### [What you have to do]
Take from the entries below the stretch from the line with "pinky dip: (595, 540)" through the line with "pinky tip: (250, 321)", and return it exactly, leaving the pictures out.

### [Body or hand keypoint data]
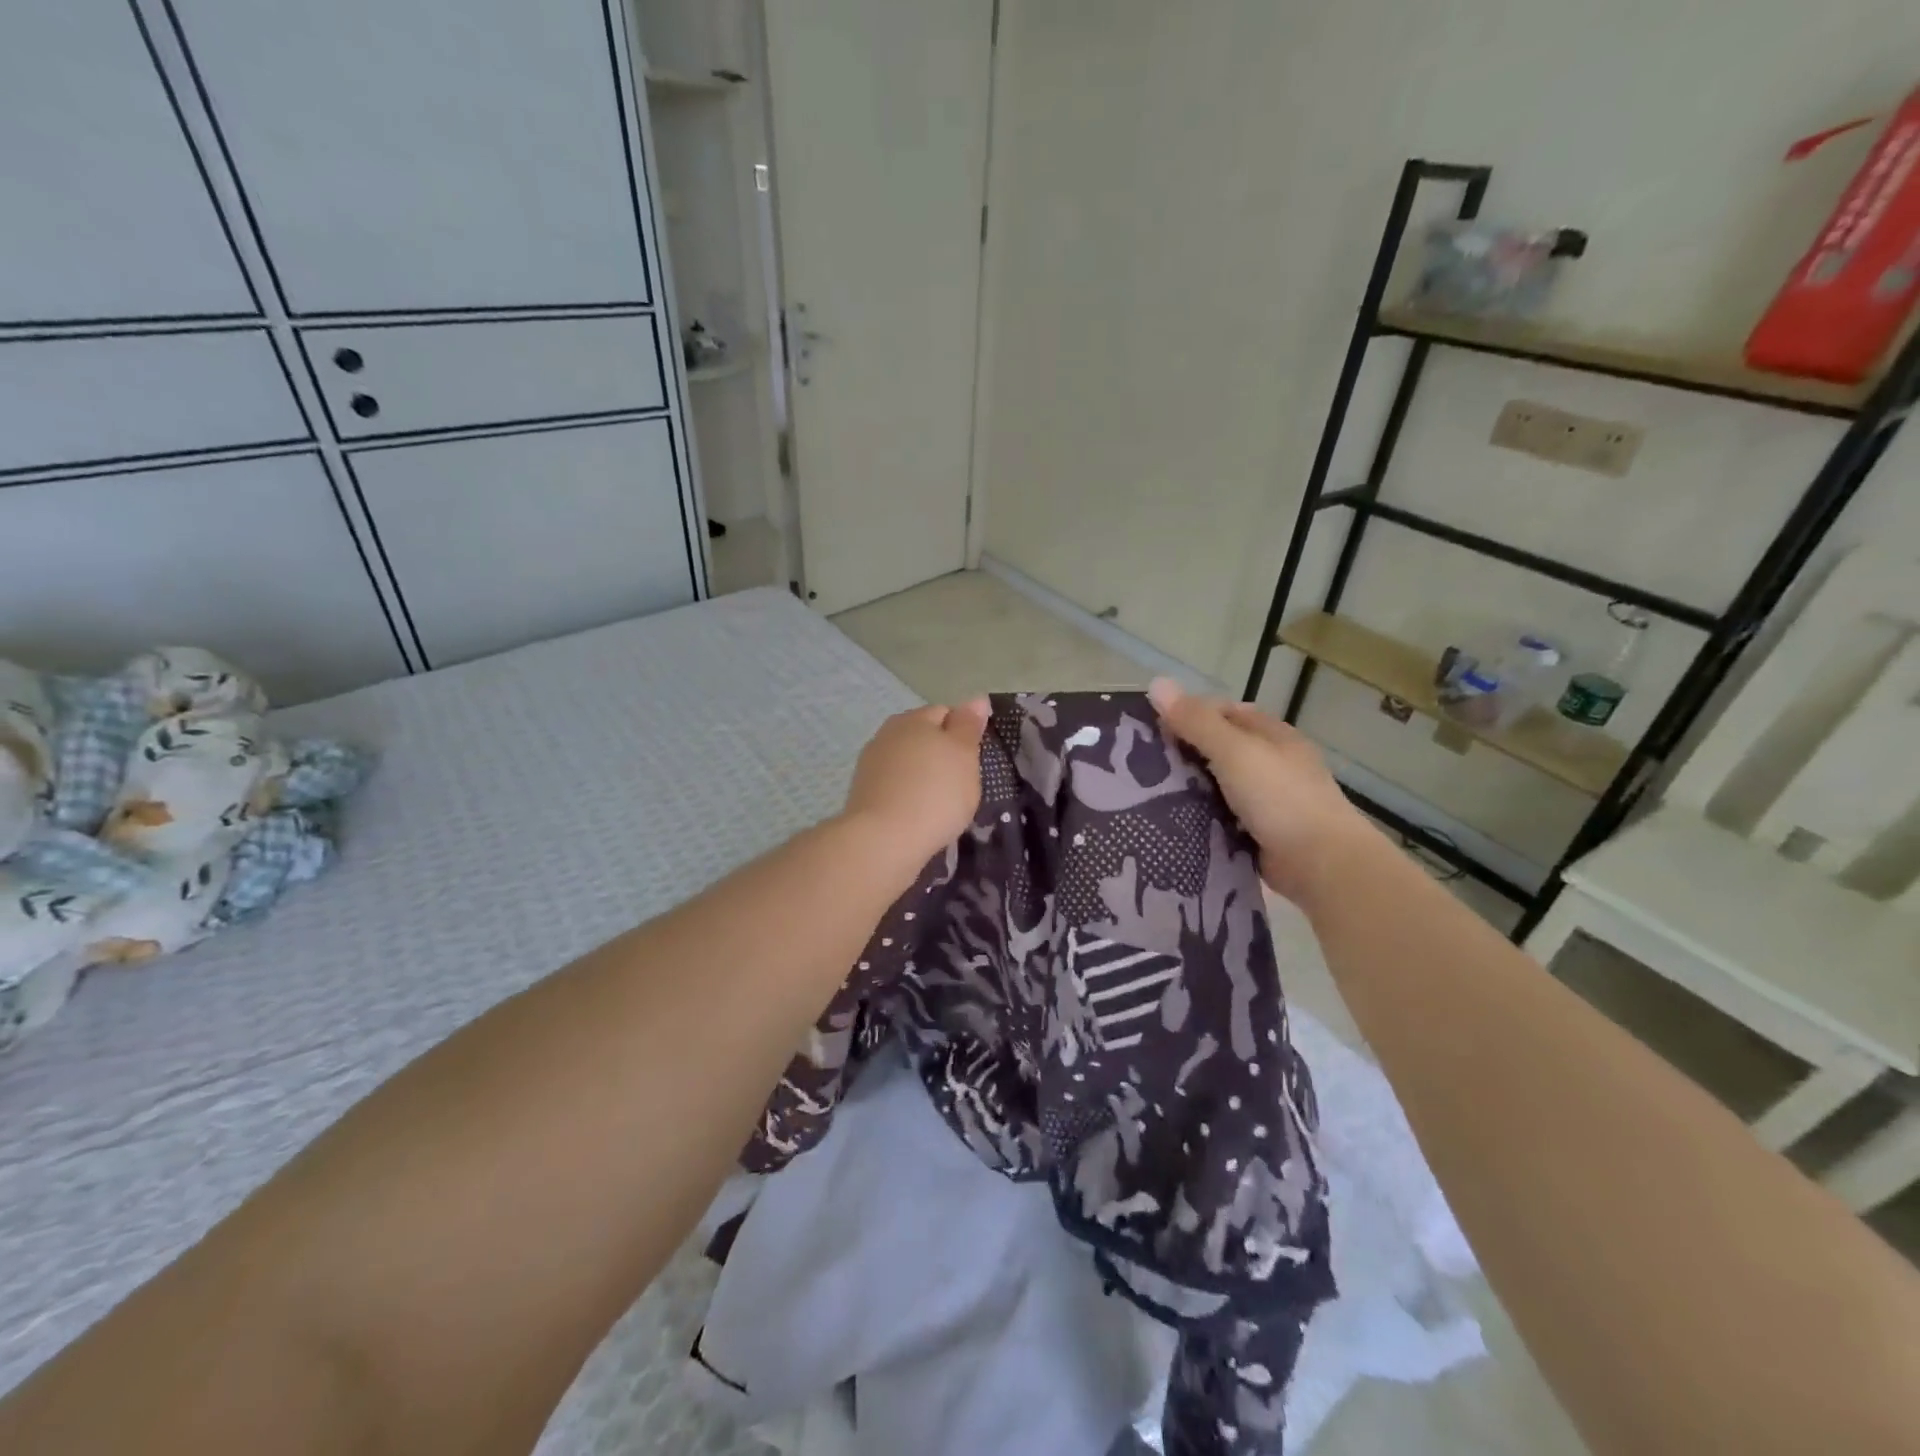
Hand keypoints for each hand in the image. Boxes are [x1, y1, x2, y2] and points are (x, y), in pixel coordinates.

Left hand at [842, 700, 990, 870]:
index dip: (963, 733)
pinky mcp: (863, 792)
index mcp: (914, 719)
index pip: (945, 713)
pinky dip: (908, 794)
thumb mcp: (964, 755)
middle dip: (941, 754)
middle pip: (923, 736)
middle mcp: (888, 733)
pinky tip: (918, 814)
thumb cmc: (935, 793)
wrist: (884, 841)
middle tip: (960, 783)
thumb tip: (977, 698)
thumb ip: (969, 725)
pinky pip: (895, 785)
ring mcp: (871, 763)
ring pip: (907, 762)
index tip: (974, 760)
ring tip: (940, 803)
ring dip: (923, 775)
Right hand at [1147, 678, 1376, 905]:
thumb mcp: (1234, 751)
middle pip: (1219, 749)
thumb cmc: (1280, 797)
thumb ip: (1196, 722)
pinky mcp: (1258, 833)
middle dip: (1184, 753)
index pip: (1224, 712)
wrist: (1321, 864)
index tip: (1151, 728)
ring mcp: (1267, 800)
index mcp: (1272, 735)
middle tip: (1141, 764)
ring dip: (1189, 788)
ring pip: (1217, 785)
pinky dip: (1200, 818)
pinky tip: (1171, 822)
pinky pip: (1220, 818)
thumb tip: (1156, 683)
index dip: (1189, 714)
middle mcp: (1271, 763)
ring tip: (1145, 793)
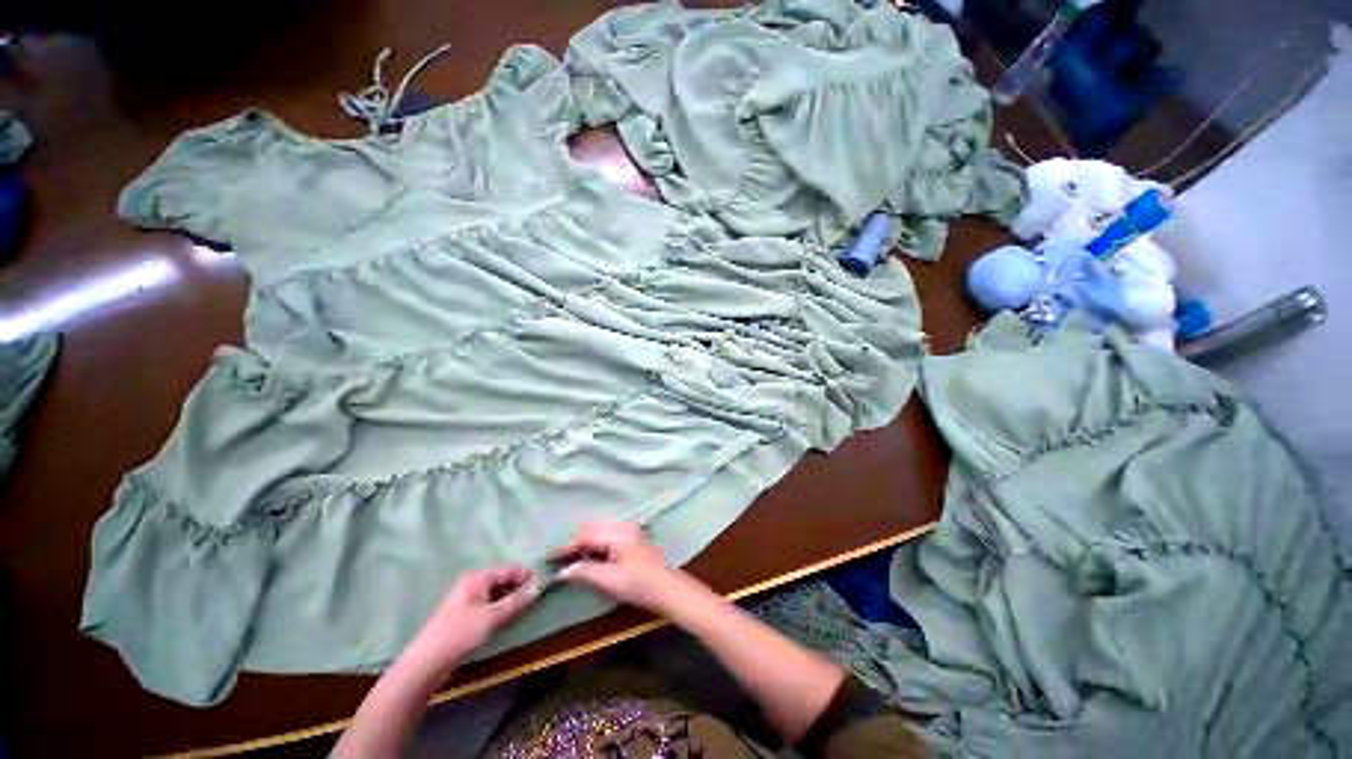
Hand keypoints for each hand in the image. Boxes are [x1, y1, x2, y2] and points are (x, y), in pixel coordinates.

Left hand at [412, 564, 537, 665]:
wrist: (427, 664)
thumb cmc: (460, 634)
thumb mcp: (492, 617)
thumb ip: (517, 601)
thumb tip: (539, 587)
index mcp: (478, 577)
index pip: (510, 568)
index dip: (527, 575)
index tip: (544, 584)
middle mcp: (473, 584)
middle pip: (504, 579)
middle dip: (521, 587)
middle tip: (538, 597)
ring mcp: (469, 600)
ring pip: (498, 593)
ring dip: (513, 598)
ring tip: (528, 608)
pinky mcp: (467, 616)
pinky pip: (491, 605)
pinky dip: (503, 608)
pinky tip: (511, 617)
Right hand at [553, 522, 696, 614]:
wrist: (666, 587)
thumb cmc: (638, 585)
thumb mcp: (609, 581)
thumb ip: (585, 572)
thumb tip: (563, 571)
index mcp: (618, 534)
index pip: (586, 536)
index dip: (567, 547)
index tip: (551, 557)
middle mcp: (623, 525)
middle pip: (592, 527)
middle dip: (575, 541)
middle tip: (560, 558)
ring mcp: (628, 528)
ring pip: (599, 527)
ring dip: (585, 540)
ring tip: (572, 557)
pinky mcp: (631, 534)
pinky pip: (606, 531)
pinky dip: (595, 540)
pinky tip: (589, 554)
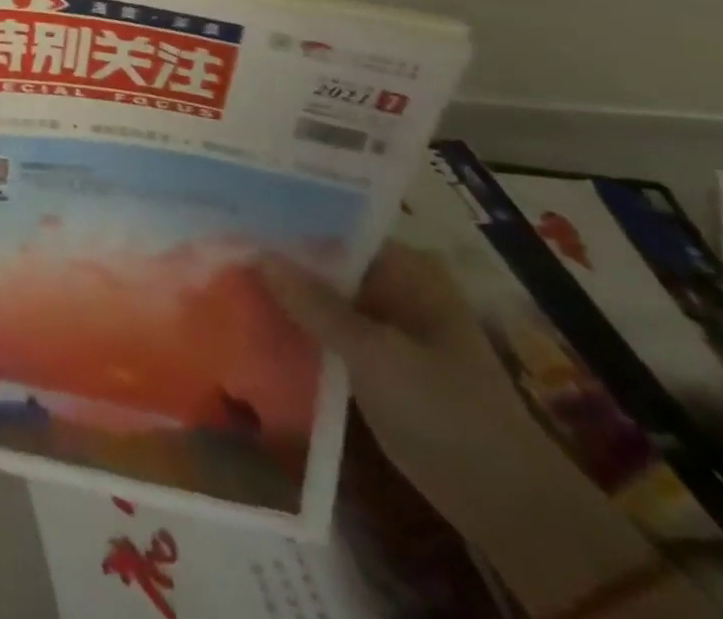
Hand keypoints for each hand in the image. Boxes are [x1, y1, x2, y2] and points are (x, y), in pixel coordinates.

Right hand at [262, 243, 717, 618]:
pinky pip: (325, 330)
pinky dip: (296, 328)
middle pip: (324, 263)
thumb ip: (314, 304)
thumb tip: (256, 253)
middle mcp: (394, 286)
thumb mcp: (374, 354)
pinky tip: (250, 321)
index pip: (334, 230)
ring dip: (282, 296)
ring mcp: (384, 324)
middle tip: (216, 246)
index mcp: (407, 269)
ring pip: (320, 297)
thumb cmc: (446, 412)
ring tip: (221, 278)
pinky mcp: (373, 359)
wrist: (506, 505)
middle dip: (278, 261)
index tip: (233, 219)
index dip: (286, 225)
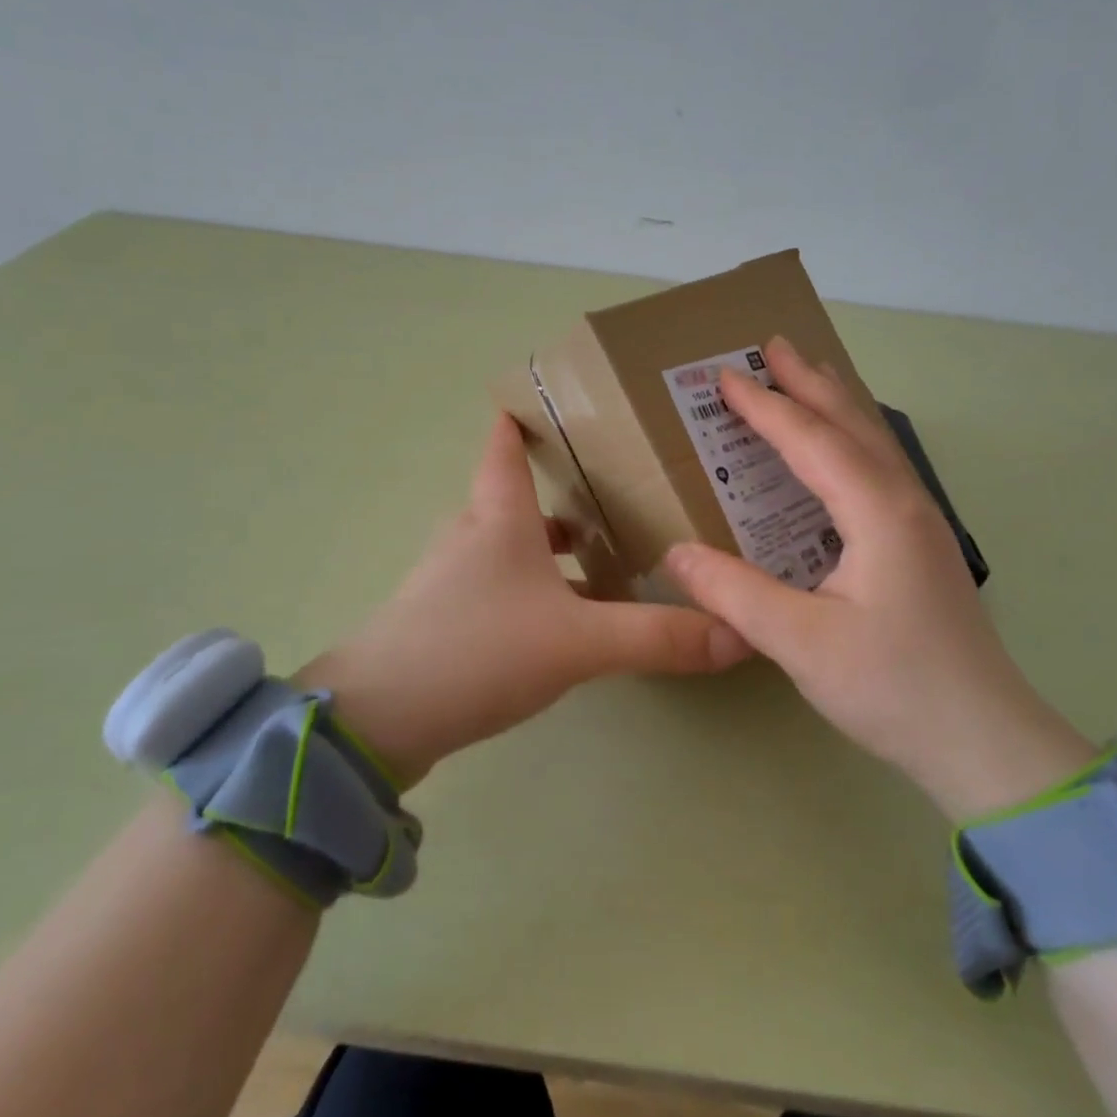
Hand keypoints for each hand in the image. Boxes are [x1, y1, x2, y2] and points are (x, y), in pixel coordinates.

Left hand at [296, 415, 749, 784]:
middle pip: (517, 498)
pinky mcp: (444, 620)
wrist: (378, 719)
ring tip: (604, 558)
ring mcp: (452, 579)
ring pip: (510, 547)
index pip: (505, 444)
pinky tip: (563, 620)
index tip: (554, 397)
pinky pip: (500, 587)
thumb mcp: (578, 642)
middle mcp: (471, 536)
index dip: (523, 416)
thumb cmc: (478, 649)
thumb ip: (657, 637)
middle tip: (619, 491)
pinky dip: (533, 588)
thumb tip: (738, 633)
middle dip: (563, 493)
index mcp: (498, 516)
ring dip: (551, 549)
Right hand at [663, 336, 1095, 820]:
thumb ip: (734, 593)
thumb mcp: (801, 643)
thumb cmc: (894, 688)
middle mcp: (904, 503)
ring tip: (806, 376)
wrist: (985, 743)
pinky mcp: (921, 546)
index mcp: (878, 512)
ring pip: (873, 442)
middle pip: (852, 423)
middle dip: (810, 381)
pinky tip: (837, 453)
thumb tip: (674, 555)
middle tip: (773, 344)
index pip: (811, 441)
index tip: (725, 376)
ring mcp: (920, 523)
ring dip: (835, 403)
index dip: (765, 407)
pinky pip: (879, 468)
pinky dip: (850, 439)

### [Written solution]
pinky dip: (595, 540)
pinky tip: (589, 554)
Hand keypoints for each hand in the image. Boxes are [x1, y1, x2, y2] and points are (x, y), in pixel coordinates.

Right hand at [262, 243, 717, 618]:
pinky pip: (325, 330)
pinky dip: (296, 328)
middle pip: (324, 263)
thumb ip: (314, 304)
thumb tip: (256, 253)
middle mcp: (394, 286)
thumb mcp: (374, 354)
pinky tip: (250, 321)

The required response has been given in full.